Aim of the task | Once you find the line containing "middle tip: (1136, 857)", please retype it and every line after it to the end of the entries, exactly and with nothing added.

[Images with pose keypoints]
———

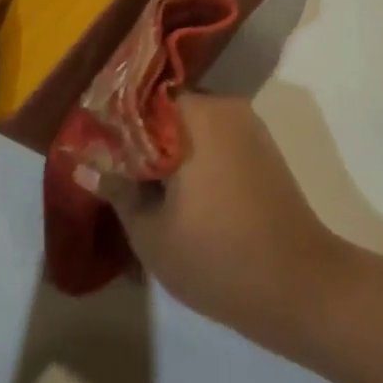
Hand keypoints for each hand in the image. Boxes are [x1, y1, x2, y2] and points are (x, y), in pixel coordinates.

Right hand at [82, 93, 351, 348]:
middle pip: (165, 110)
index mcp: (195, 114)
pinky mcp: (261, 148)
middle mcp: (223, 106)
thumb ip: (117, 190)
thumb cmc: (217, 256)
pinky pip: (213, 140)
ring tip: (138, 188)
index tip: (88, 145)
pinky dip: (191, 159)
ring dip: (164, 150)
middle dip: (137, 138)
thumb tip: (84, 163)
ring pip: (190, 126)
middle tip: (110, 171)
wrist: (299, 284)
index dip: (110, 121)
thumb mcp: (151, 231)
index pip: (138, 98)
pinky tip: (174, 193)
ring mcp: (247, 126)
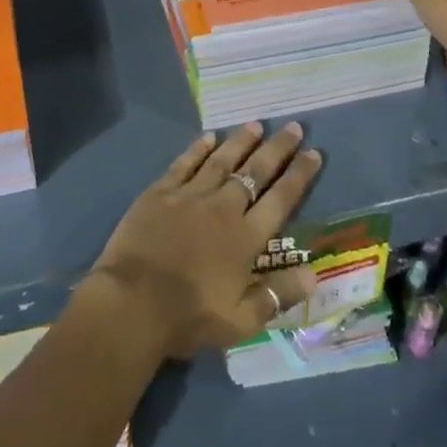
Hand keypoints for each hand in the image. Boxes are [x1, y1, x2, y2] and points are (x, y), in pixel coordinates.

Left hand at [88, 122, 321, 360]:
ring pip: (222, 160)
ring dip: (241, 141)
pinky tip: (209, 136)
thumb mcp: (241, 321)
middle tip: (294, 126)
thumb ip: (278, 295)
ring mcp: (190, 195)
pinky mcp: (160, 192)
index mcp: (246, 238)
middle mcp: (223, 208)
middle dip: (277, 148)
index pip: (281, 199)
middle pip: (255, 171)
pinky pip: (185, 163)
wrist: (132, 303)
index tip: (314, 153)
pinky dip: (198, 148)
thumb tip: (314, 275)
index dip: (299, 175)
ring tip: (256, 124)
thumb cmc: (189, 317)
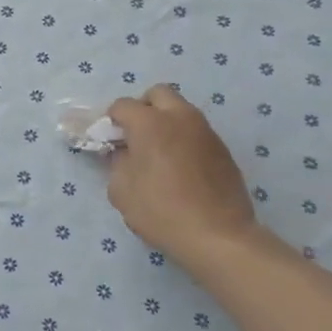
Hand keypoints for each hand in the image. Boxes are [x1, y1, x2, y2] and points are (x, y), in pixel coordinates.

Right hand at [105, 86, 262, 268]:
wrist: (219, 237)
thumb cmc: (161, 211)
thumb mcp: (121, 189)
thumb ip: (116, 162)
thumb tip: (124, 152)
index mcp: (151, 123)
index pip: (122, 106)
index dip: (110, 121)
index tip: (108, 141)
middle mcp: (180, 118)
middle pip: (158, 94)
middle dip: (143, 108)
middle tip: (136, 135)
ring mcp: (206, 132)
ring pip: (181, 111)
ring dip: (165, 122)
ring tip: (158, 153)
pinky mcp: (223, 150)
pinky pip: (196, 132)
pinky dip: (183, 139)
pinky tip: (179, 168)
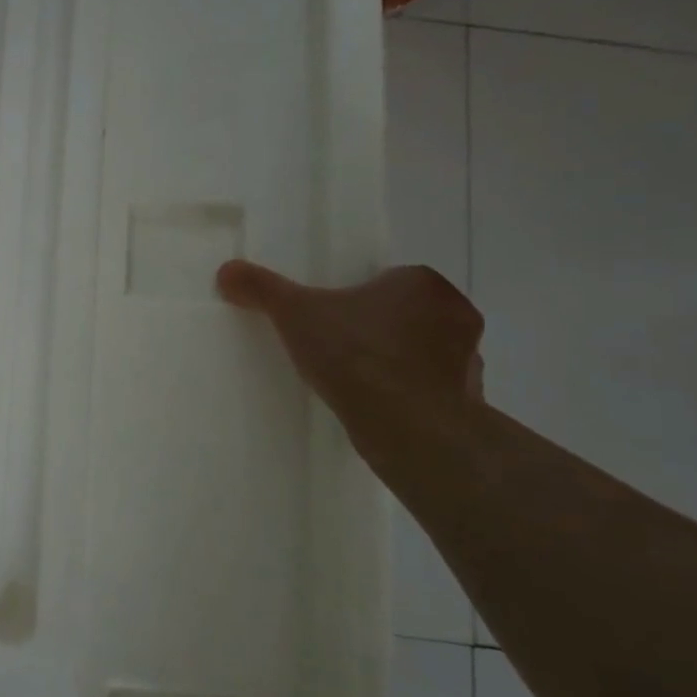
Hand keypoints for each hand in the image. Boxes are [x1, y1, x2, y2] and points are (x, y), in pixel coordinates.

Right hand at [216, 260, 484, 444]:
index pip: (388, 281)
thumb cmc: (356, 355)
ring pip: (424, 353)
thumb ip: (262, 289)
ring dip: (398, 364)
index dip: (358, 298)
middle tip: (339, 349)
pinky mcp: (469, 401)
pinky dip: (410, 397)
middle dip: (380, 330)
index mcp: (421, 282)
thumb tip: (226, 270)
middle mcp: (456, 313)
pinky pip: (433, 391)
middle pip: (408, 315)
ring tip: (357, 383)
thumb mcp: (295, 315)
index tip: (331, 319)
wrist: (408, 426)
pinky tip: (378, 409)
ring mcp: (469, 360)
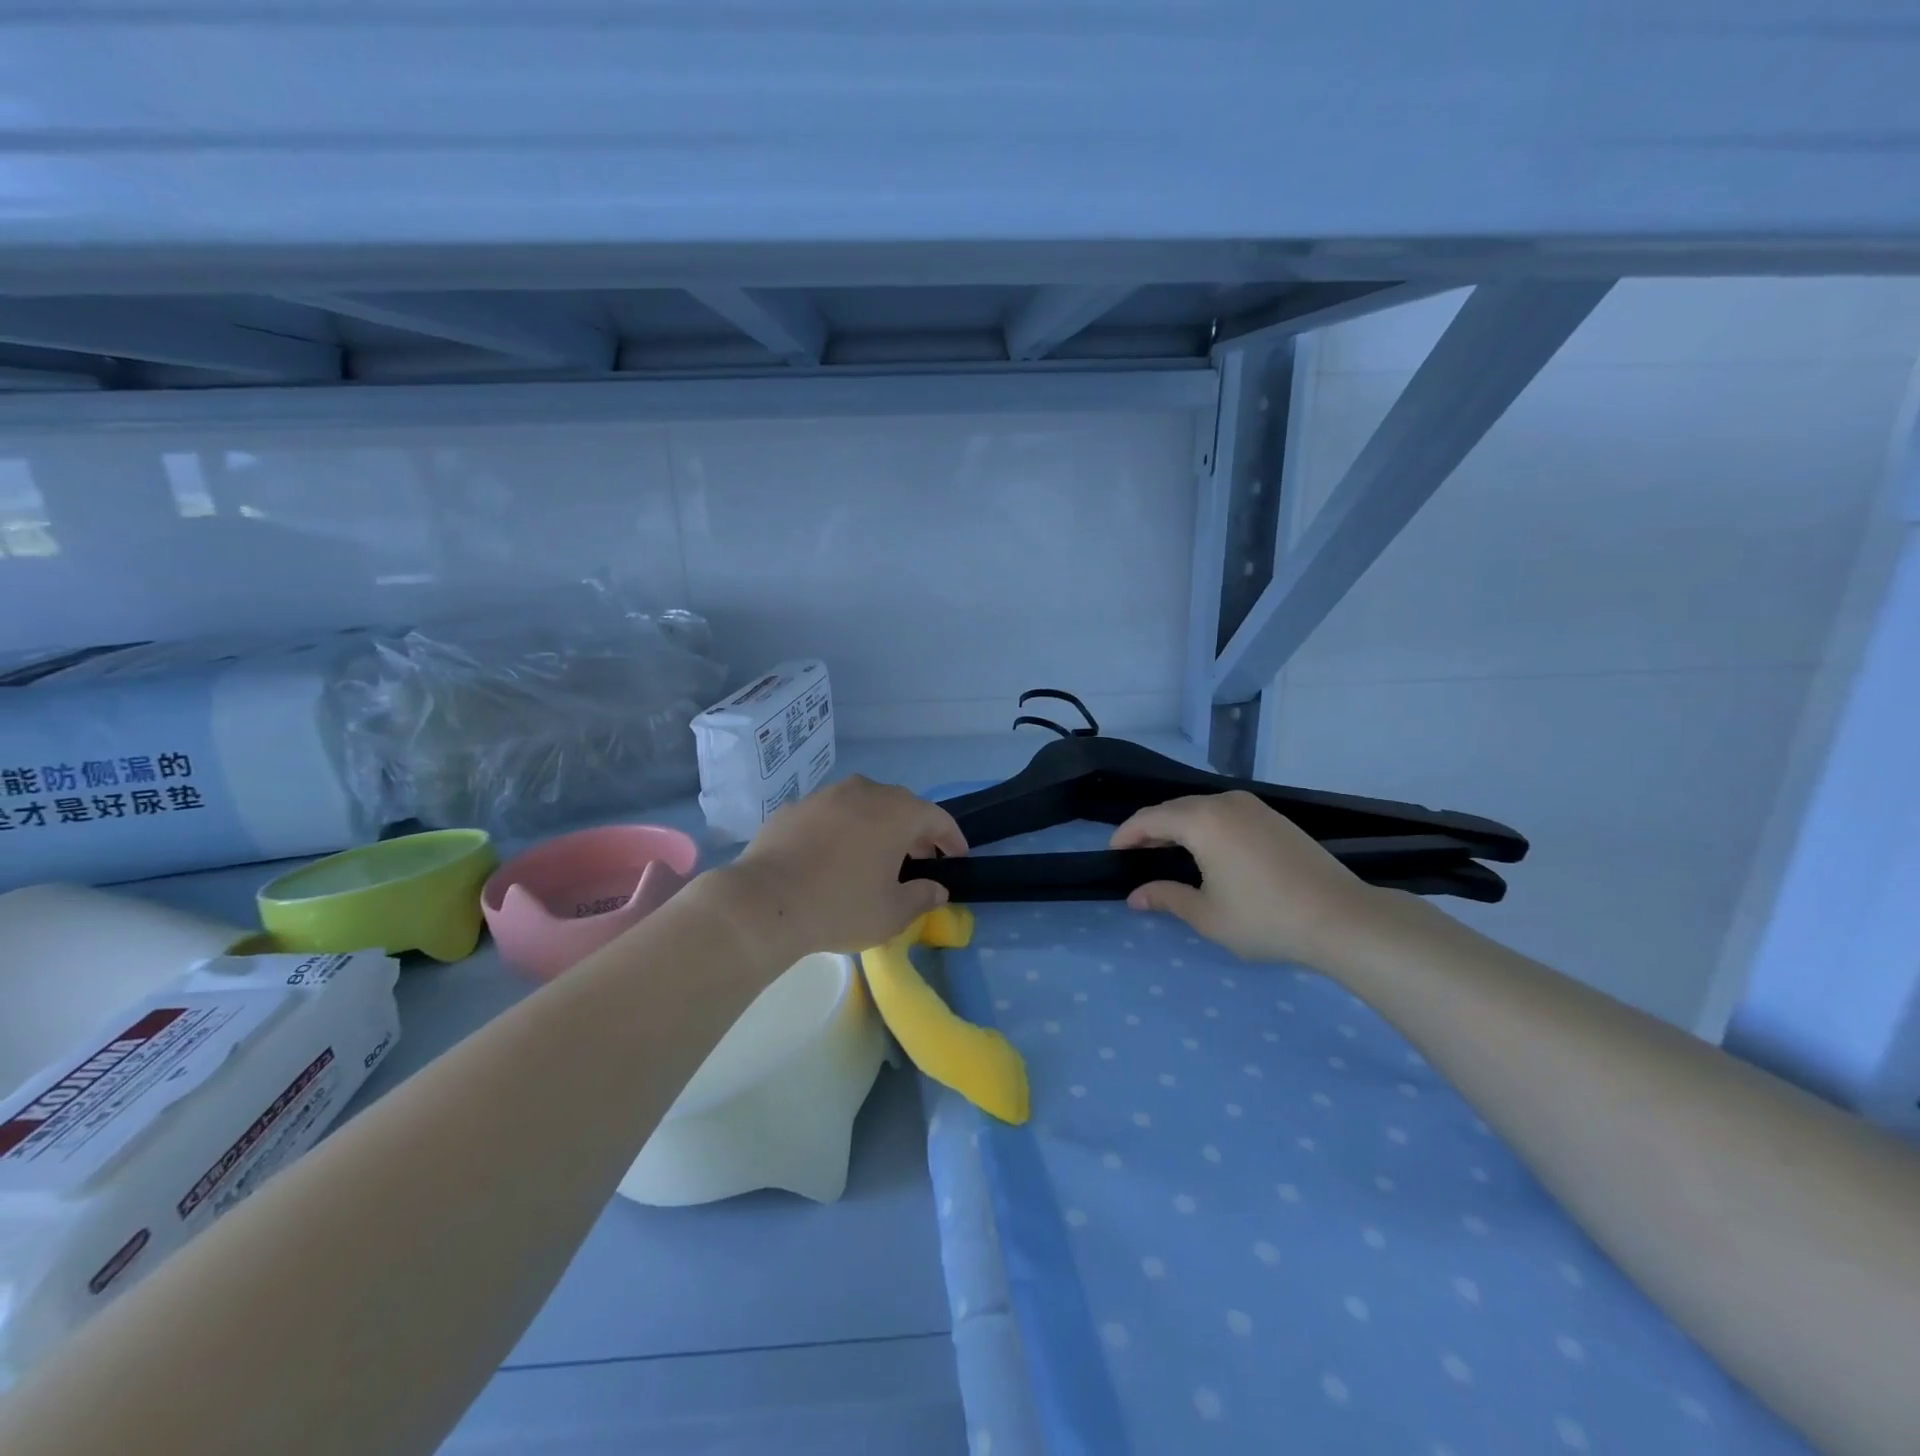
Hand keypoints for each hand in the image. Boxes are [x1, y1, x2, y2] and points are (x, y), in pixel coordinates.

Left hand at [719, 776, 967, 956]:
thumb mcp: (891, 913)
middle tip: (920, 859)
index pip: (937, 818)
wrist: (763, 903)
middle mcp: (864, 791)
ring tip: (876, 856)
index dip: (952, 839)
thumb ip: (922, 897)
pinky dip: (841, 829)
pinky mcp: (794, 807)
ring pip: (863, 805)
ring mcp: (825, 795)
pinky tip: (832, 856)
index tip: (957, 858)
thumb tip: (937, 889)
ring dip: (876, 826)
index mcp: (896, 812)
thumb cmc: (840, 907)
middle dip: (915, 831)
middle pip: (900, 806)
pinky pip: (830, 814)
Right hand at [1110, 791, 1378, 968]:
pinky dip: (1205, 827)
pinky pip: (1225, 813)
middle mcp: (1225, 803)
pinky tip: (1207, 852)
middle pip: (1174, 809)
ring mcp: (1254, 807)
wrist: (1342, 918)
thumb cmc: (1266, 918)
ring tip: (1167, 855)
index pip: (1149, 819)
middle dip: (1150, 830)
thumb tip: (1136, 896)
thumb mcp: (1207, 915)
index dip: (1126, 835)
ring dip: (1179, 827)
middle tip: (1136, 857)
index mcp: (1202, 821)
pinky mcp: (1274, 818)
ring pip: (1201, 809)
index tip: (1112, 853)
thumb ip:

———

Output below |
middle tip: (1136, 857)
index mcp: (1202, 821)
pinky mcp: (1274, 818)
ring pip: (1201, 809)
index tip: (1112, 853)
thumb ip:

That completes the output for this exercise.